We know about Madness, right?

If you or your students (or both!) are men's college basketball junkies you know that March Madness has begun. Even casual fans at this time of year start filling out brackets in hopes of winning this amazing prize or just for bragging rights. Those who follow a certain team may be guilty of confirmation bias in seeking out evidence to justify the strength of their teams, and as they join with their like-minded friends groupthink leads them to assure themselves that they are correct.

In the spirit of this time, let me offer a couple of links to start the fast break of conversation in your classes. Steven Kotler of Psychology Today jumps in with The Psychology of Bracketology as he lobs up the theories of the "hot hand," Cinderella teams and then calls a time-out to bring in Bob Knight's "be yourself" theory.

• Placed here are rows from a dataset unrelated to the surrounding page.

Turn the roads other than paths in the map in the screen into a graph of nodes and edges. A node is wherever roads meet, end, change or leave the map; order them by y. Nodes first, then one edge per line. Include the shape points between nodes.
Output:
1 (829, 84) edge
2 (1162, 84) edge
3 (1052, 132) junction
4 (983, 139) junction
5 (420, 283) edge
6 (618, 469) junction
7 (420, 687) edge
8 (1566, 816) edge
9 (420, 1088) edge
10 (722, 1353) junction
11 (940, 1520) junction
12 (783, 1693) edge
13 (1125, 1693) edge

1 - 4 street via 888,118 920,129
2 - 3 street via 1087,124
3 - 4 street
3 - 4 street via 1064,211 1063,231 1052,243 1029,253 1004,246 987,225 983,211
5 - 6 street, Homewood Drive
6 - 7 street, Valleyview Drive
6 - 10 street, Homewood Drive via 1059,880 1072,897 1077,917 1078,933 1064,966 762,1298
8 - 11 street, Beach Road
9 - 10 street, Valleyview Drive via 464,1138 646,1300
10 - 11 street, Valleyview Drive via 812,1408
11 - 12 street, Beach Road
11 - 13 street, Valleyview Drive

Over on Laura's Psychology Blog professor Laura Freberg plays commentator as she introduces the various cognitive strategies that could be used for the selection process but as the shot clock winds down she chokes and tosses up some ill-advised shots in her bracket. (ASU over Syracuse? UCLA over Villanova? AIR-BALL, AIR-BALL)

And finally psych professor Janice Grigsby of Youngstown State and Case Western blows her whistle and calls a charging foul on the tournament, saying that March Madness is a form of gambling that reinforces the personal fable that addiction will happen to other people.

For some real coaching on your brackets, try Bracket Science, Ken Pomeroy's ratings, CBS and the New York Times (which says that foul differential will make the difference).

Okay, teachers, it's time for you to pull of your warm-ups and get in the game. Who do you think will win? Biggest upset? This year's Cinderella? Most overrated coach? Post your thoughts below.

And as for me ... well, my money's on this guy's toe.